Instructions to follow:
Identify, in the records below, every line where the string "Expressway" appears, and copy each such line.
== Segment start ==
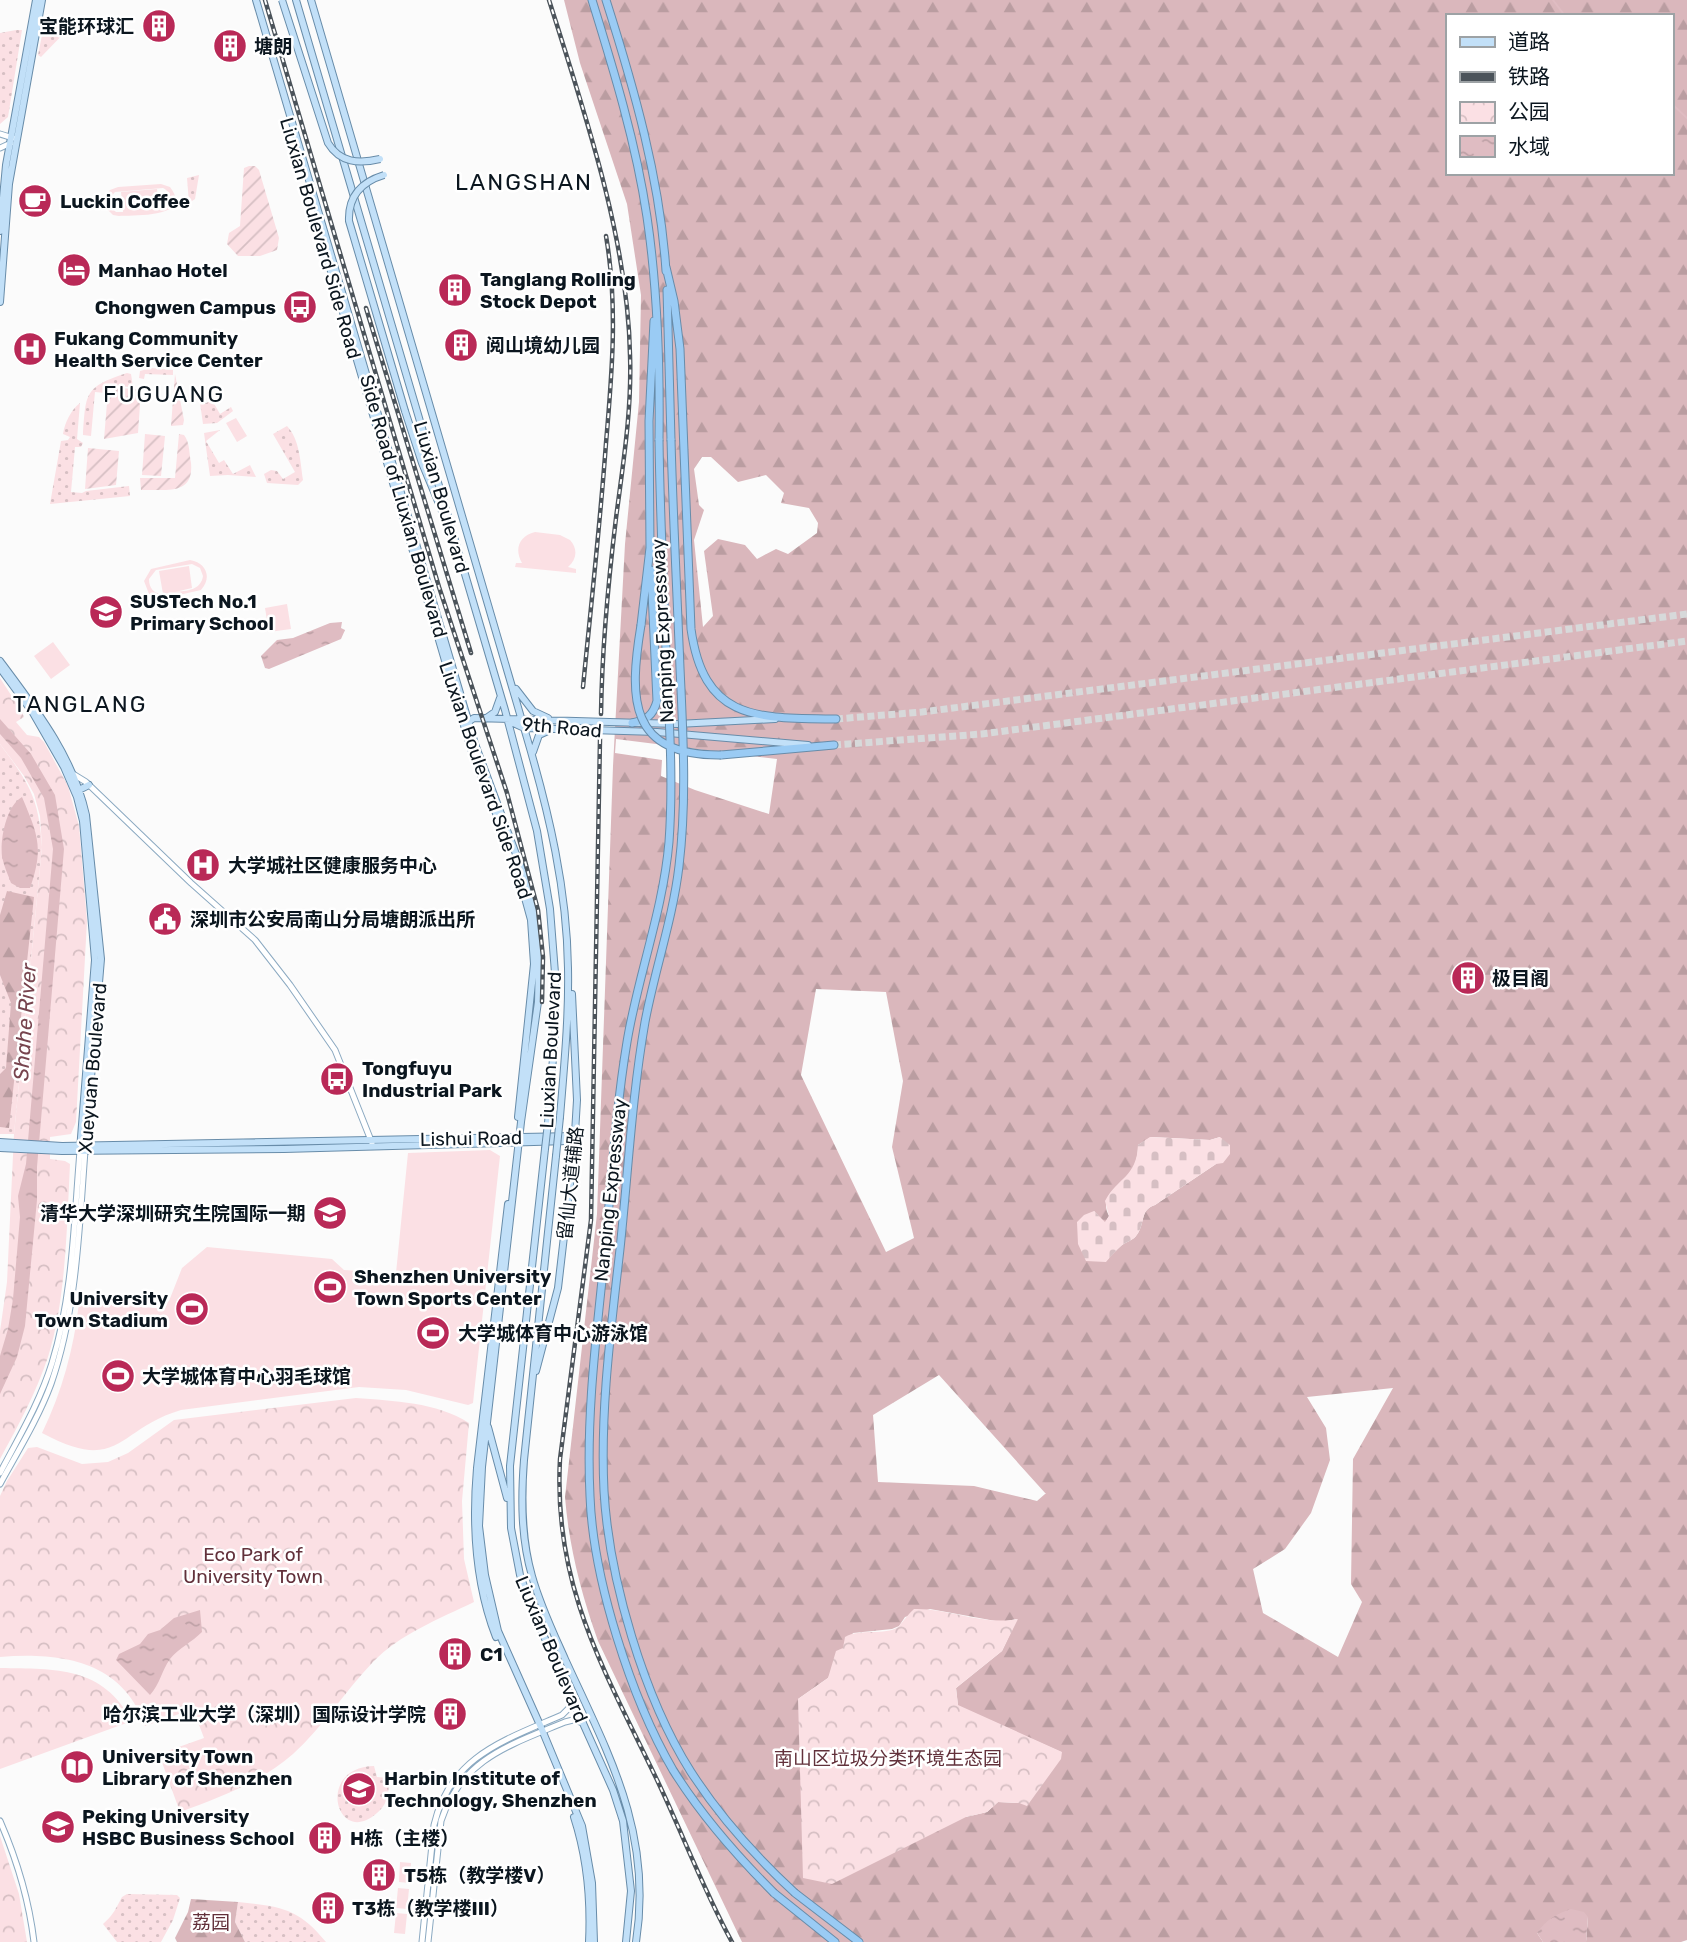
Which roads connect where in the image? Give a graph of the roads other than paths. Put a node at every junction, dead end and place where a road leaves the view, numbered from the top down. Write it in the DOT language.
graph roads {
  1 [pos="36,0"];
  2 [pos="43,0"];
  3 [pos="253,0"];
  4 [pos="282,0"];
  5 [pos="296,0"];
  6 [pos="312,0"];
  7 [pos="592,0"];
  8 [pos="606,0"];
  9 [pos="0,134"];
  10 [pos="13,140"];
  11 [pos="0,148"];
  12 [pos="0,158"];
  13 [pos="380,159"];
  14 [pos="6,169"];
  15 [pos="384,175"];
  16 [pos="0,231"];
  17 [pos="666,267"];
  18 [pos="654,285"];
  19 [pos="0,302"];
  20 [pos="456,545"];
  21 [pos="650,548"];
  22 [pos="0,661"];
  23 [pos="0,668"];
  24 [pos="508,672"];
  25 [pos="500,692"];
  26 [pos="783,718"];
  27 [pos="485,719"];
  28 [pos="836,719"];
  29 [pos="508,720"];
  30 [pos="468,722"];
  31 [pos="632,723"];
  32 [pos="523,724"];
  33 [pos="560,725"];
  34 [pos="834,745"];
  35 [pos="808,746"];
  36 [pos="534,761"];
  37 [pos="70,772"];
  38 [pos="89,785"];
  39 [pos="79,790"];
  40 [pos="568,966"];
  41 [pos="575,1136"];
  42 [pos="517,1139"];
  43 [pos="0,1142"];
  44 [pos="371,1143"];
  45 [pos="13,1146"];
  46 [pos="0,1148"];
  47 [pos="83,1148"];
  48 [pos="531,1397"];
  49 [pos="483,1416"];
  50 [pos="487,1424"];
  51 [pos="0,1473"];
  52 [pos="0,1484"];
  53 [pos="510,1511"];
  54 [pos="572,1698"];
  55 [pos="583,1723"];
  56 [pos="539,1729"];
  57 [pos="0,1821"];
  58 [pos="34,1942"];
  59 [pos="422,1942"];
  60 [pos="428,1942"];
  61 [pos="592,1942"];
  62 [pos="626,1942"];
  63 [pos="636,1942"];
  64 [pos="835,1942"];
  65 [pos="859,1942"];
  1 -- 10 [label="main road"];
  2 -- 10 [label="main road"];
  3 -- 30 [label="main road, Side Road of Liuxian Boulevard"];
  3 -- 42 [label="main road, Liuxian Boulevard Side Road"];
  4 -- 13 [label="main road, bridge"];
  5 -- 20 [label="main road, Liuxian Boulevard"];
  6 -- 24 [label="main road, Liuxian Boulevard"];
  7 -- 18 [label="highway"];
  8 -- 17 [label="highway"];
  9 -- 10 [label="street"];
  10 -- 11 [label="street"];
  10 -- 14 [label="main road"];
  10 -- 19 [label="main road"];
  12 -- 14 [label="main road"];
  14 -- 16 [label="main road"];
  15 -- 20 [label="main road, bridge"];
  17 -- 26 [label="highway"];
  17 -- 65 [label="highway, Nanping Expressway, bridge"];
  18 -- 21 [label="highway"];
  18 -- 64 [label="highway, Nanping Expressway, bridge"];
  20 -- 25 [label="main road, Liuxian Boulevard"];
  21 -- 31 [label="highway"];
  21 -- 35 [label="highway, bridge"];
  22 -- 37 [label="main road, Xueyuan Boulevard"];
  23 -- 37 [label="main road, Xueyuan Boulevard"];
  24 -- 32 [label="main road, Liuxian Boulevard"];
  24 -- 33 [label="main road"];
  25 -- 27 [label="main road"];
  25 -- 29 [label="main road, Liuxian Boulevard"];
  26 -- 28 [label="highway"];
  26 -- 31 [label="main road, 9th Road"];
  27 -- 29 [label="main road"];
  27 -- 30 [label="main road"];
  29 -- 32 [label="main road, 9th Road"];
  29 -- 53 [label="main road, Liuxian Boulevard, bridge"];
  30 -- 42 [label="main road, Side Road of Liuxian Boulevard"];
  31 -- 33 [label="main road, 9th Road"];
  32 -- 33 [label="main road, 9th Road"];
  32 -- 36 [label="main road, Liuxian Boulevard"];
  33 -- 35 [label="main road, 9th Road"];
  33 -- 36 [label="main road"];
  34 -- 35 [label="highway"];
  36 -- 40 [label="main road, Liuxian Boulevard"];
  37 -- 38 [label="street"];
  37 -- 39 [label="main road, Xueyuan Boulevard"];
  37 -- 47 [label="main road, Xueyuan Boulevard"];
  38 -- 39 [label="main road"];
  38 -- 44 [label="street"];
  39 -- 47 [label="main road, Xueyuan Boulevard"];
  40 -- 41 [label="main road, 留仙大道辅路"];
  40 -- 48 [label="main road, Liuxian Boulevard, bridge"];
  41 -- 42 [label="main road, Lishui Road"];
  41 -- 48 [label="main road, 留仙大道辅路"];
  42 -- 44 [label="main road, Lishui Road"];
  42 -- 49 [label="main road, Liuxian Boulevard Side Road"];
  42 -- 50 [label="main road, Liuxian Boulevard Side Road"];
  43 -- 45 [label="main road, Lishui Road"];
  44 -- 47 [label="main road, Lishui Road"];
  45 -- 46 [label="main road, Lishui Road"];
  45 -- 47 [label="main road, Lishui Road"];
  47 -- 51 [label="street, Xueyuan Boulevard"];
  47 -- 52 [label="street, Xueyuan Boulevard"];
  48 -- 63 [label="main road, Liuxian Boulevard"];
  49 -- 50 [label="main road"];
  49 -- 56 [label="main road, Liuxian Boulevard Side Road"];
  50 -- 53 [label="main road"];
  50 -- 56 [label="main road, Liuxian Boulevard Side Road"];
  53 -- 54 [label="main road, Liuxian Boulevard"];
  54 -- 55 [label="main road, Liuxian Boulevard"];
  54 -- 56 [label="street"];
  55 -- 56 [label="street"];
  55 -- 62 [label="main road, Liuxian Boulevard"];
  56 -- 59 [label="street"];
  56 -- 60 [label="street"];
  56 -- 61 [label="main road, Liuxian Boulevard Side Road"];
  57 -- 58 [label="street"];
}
== Segment end ==
Task result:
  17 -- 65 [label="highway, Nanping Expressway, bridge"];
  18 -- 64 [label="highway, Nanping Expressway, bridge"];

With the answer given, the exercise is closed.